[PATCH] D140433: [Clang] Add `nvptx-arch` tool to query installed NVIDIA GPUs
Artem Belevich via Phabricator via cfe-commits
cfe-commits at lists.llvm.org
Tue Jan 3 15:46:05 PST 2023
tra added inline comments.
================
Comment at: clang/tools/nvptx-arch/CMakeLists.txt:19
+if (NOT CUDA_FOUND OR NOT cuda-library)
+ message(STATUS "Not building nvptx-arch: cuda runtime not found")
+ return()
----------------
Nit: libcuda.so is part of the NVIDIA driver which provides NVIDIA driver API , It has nothing to do with the CUDA runtime.
Here, it's actually not even the libcuda.so itself that's not found, but it's stub.
I think a sensible error here should say "Failed to find stubs/libcuda.so in CUDA_LIBDIR"
================
Comment at: clang/tools/nvptx-arch/CMakeLists.txt:25
+
+set_target_properties(nvptx-arch PROPERTIES INSTALL_RPATH_USE_LINK_PATH ON)
+target_include_directories(nvptx-arch PRIVATE ${CUDA_INCLUDE_DIRS})
----------------
Does it mean that the executable will have RPATH pointing to CUDA_LIBDIR/stubs?
This should not be necessary. The stub shipped with CUDA comes as "libcuda.so" only. It's SONAME is libcuda.so.1, but there's no symlink with that name in stubs, so RPATH pointing there will do nothing. At runtime, dynamic linker will attempt to open libcuda.so.1 and it will only be found among the actual libraries installed by NVIDIA drivers.
================
Comment at: clang/tools/nvptx-arch/NVPTXArch.cpp:26
+#if !CUDA_HEADER_FOUND
+int main() { return 1; }
+#else
----------------
How do we distinguish "we didn't have CUDA at build time" reported here from "some driver API failed with CUDA_ERROR_INVALID_VALUE=1" ?
================
Comment at: clang/tools/nvptx-arch/NVPTXArch.cpp:34
+ const char *ErrStr = nullptr;
+ CUresult Result = cuGetErrorString(Err, &ErrStr);
+ if (Result != CUDA_SUCCESS)
----------------
One problem with this approach is that `nvptx-arch` will fail to run on a machine without NVIDIA drivers installed because dynamic linker will not find `libcuda.so.1`.

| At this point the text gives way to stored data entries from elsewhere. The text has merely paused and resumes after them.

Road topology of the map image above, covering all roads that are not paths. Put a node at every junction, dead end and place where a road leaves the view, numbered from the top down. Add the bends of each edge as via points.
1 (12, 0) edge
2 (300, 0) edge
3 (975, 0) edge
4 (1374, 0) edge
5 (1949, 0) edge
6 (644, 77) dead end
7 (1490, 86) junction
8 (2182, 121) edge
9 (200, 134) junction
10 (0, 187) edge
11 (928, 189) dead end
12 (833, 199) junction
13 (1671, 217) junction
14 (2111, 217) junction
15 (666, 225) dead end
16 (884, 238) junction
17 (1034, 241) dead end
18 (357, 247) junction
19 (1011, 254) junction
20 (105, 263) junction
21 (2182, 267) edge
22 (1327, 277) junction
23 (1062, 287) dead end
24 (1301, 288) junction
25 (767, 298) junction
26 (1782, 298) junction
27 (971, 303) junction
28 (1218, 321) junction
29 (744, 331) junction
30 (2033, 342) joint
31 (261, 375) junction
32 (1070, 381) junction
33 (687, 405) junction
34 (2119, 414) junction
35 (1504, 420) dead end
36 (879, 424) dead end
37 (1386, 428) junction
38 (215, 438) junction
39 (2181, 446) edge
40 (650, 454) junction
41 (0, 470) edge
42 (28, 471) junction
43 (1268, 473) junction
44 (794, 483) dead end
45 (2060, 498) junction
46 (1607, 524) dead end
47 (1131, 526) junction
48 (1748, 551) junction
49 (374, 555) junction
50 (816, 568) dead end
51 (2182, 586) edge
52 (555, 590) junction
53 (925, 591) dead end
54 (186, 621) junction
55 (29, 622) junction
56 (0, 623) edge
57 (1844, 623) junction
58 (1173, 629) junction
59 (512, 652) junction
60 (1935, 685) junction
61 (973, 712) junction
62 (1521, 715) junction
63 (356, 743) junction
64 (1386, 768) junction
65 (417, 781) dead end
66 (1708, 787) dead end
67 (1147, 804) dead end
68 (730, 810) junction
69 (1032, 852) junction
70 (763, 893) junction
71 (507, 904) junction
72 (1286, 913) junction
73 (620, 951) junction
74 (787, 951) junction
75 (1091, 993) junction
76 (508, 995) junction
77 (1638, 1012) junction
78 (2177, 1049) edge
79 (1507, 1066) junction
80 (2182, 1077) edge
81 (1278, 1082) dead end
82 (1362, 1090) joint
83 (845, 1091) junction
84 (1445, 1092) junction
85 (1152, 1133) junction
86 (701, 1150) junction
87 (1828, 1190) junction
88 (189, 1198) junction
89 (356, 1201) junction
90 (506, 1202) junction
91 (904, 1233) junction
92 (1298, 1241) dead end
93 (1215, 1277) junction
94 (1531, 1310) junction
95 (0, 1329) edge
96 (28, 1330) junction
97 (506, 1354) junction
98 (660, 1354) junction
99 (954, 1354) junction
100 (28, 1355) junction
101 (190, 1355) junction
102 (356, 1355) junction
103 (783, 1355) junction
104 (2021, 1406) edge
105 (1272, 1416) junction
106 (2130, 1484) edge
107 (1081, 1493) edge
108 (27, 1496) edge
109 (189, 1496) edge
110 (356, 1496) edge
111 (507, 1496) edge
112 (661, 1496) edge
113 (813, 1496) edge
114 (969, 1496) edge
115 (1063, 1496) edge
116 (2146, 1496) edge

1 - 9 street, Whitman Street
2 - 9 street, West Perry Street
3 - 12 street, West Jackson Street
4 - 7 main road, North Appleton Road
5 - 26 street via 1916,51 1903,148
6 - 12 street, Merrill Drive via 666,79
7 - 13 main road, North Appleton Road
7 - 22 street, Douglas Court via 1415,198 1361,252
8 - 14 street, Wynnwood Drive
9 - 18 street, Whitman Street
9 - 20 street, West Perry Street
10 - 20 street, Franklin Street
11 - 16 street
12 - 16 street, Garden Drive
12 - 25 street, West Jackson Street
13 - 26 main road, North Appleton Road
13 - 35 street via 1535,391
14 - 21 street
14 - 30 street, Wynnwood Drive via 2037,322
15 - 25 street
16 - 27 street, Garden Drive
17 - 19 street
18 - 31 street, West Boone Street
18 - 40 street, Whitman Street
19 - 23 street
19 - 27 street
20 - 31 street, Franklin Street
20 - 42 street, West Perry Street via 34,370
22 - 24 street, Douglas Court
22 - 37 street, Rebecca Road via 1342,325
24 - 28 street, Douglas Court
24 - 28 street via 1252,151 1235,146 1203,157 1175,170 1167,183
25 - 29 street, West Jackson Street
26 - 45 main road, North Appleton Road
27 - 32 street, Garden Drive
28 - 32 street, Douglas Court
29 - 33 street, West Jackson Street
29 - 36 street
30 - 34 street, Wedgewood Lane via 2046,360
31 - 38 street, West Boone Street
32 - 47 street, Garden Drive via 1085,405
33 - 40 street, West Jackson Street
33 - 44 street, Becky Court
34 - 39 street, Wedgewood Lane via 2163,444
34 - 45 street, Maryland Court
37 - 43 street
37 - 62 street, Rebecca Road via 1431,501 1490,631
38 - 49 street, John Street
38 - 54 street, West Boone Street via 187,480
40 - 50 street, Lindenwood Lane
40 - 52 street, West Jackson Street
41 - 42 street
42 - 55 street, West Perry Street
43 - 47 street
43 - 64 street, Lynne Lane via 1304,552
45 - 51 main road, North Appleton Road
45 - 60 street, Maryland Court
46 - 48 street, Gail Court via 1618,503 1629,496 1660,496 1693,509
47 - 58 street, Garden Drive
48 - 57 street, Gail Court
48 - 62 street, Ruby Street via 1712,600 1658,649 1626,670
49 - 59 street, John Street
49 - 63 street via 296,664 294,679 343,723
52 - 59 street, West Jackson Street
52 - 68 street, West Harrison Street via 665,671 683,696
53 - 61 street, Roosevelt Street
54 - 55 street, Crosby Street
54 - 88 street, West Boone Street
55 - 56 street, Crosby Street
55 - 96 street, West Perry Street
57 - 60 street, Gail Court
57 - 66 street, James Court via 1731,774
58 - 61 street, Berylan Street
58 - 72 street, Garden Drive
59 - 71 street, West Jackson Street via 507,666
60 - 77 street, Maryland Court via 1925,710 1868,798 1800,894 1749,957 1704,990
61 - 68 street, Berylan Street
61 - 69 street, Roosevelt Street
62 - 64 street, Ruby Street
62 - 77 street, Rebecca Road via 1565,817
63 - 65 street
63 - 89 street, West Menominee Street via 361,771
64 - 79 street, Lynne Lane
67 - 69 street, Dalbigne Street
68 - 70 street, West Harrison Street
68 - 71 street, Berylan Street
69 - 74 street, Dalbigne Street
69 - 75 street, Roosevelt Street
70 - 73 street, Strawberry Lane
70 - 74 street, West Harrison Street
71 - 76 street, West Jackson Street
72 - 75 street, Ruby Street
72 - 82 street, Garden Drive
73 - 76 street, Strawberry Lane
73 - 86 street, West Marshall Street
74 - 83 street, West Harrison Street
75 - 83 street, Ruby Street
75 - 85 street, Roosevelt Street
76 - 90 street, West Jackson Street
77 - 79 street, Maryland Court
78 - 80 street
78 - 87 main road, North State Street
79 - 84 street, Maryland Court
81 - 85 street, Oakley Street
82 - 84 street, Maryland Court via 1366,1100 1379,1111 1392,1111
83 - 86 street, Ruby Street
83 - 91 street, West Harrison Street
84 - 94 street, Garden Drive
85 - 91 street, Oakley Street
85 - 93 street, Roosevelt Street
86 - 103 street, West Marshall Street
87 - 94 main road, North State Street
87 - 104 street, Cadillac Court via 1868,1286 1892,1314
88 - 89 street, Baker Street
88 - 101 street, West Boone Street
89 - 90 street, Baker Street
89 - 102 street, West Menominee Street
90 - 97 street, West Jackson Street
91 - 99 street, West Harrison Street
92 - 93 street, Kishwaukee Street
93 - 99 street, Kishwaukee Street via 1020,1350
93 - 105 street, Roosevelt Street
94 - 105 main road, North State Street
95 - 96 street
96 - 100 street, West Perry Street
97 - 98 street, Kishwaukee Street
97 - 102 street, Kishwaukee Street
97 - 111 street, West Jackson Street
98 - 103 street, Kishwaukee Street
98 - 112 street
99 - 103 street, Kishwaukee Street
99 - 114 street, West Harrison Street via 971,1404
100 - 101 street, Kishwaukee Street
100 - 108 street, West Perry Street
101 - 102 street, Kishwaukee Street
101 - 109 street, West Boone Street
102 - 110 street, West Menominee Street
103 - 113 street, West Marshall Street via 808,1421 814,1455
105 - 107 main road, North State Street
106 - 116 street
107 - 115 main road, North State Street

Ideally we want it to run on any machine and fail the way we want.
A typical way to achieve that is to dlopen("libcuda.so.1"), and obtain the pointers to the functions we need via `dlsym()`.
================
Comment at: clang/tools/nvptx-arch/NVPTXArch.cpp:63
+
+ printf("sm_%d%d\n", Major, Minor);
+ }
----------------
jhuber6 wrote:
> tianshilei1992 wrote:
> > Do we want to include device number here?
> For `amdgpu-arch` and here we just have it implicitly in the order, so the n-th line is the n-th device, i.e.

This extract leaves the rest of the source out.